• Data for review:
+ + + + +

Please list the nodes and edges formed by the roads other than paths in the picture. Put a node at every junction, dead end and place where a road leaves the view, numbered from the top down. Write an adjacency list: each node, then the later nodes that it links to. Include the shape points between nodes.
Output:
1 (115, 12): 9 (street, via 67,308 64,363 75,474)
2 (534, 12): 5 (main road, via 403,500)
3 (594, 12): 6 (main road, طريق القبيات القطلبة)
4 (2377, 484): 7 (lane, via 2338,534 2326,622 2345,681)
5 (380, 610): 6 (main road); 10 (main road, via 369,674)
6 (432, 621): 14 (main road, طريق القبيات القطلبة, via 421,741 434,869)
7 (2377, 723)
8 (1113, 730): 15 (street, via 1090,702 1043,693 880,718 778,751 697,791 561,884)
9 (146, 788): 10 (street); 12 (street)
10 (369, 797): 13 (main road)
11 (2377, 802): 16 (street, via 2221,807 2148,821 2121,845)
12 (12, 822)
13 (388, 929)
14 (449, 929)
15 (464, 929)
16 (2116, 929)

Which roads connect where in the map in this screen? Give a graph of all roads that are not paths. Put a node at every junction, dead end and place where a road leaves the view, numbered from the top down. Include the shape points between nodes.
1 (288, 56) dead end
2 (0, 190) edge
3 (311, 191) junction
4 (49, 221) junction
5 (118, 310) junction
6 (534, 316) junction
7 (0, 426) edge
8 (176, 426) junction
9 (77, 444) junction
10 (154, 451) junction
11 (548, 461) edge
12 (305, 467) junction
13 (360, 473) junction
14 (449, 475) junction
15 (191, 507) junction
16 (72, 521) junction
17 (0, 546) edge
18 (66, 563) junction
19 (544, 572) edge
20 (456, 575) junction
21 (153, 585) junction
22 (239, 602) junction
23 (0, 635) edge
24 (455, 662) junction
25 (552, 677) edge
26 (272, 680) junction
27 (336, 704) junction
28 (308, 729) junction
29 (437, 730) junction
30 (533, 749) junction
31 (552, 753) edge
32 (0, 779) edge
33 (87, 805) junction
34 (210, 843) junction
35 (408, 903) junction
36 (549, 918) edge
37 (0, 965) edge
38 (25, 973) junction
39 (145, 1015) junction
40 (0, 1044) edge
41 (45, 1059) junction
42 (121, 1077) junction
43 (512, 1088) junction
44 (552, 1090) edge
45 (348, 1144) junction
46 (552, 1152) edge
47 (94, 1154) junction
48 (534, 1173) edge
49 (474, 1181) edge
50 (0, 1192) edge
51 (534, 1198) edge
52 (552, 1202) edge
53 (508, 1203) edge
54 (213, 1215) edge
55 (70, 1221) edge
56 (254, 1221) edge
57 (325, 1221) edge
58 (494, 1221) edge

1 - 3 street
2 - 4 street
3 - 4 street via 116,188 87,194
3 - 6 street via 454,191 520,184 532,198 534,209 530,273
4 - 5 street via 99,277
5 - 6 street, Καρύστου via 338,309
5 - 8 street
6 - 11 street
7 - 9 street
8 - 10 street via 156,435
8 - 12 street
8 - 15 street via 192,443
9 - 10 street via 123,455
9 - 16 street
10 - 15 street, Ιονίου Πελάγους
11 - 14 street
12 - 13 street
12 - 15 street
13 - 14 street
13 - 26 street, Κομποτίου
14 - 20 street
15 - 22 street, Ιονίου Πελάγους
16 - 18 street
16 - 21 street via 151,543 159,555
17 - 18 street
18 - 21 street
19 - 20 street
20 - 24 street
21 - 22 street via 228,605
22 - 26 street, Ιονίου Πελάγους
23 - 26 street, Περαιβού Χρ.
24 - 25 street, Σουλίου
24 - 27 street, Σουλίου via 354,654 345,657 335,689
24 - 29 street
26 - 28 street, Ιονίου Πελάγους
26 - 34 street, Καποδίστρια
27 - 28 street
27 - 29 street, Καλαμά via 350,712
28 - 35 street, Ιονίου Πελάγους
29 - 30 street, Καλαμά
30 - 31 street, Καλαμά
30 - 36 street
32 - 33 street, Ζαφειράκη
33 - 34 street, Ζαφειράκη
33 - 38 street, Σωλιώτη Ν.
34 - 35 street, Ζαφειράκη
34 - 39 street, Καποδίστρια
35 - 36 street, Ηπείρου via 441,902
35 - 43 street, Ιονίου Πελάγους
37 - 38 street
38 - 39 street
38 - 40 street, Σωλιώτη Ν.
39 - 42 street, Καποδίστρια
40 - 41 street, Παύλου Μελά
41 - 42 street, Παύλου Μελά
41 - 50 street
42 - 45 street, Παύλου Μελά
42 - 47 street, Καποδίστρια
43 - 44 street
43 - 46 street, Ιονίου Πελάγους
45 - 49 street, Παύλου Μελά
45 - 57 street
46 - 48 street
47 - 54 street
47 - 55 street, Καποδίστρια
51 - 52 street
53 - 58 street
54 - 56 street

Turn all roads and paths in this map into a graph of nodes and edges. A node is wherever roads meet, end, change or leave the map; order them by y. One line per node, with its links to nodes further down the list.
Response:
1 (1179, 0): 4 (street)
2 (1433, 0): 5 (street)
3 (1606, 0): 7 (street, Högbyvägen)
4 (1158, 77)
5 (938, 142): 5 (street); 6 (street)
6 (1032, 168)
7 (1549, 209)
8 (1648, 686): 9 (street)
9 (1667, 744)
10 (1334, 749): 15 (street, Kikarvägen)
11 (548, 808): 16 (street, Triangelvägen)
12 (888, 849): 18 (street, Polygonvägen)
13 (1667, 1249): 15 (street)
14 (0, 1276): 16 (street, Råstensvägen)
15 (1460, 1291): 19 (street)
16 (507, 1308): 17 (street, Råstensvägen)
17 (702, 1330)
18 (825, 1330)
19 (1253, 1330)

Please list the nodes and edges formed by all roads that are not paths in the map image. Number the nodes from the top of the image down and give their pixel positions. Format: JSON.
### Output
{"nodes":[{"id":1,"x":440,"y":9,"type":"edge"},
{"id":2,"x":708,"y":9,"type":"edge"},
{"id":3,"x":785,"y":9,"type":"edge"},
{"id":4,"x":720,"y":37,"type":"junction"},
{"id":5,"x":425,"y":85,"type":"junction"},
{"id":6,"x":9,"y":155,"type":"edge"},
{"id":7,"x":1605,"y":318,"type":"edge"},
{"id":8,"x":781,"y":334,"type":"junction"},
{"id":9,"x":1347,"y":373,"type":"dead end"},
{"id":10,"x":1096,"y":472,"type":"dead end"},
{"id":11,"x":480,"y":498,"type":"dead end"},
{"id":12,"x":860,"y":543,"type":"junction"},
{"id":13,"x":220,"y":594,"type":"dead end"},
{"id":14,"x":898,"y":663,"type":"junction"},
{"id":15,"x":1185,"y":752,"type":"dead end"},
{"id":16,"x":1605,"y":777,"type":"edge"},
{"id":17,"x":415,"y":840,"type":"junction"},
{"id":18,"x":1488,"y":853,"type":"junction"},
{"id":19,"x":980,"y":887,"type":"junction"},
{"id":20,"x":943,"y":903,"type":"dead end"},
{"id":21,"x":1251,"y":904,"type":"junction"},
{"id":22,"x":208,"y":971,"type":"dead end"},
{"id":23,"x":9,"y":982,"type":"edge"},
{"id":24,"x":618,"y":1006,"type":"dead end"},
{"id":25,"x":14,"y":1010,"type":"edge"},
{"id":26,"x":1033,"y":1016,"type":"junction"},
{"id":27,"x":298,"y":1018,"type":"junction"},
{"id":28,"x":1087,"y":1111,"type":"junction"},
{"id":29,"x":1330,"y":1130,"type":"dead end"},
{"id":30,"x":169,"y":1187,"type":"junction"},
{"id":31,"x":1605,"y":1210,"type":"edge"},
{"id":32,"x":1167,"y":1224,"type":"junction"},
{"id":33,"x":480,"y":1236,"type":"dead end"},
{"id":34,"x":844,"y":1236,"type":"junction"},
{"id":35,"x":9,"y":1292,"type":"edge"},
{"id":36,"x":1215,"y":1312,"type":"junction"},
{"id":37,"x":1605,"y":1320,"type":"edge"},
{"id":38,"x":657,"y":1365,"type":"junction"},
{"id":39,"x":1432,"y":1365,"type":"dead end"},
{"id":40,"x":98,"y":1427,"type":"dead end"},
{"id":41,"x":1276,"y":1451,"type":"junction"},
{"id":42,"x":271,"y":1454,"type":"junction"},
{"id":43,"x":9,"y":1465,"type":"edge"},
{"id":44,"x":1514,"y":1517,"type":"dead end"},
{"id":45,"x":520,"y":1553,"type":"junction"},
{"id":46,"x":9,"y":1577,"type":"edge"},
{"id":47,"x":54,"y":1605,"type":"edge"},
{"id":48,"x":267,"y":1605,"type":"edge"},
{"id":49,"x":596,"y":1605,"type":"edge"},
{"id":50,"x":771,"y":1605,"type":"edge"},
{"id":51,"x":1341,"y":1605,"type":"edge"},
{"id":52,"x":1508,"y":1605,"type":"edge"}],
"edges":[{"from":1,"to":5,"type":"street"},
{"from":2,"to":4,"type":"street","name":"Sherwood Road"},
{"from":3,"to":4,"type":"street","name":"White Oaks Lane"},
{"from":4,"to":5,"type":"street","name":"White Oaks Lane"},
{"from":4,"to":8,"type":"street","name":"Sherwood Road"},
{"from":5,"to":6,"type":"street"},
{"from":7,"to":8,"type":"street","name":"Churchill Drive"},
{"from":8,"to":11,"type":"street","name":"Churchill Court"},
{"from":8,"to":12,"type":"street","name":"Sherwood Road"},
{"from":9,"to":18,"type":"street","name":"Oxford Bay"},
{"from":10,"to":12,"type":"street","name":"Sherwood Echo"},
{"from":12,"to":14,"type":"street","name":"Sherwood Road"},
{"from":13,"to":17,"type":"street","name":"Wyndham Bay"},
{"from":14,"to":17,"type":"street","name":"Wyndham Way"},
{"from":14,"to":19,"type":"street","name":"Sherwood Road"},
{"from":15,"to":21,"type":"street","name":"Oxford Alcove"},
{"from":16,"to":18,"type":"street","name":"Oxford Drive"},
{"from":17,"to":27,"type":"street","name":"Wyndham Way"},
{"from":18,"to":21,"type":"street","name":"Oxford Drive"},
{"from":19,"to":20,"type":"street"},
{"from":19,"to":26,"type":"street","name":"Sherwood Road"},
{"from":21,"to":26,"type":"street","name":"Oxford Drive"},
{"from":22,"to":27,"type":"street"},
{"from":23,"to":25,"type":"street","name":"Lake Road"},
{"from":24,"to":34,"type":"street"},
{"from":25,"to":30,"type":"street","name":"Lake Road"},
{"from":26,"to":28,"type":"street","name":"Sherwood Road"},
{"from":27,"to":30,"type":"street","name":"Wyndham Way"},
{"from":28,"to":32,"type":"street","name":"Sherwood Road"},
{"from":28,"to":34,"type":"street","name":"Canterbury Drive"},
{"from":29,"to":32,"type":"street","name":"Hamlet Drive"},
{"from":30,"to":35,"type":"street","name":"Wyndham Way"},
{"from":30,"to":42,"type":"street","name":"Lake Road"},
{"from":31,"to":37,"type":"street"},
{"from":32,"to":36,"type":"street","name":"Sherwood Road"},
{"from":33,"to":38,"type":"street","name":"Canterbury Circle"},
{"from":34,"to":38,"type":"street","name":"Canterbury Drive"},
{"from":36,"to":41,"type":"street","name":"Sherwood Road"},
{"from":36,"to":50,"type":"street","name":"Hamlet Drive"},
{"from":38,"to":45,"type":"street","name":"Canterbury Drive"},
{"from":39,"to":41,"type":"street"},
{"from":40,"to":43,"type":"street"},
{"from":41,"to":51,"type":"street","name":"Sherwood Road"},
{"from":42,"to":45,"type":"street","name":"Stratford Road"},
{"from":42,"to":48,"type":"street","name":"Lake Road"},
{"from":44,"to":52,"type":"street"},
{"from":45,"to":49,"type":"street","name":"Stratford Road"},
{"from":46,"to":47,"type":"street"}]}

+ + + + +

• Task goal: Gather each line of the listing that holds the string "roads".

• Task response:
Please list the nodes and edges formed by the roads other than paths in the picture. Put a node at every junction, dead end and place where a road leaves the view, numbered from the top down. Write an adjacency list: each node, then the later nodes that it links to. Include the shape points between nodes.
Which roads connect where in the map in this screen? Give a graph of all roads that are not paths. Put a node at every junction, dead end and place where a road leaves the view, numbered from the top down. Include the shape points between nodes.
Turn all roads and paths in this map into a graph of nodes and edges. A node is wherever roads meet, end, change or leave the map; order them by y. One line per node, with its links to nodes further down the list.
Please list the nodes and edges formed by all roads that are not paths in the map image. Number the nodes from the top of the image down and give their pixel positions. Format: JSON.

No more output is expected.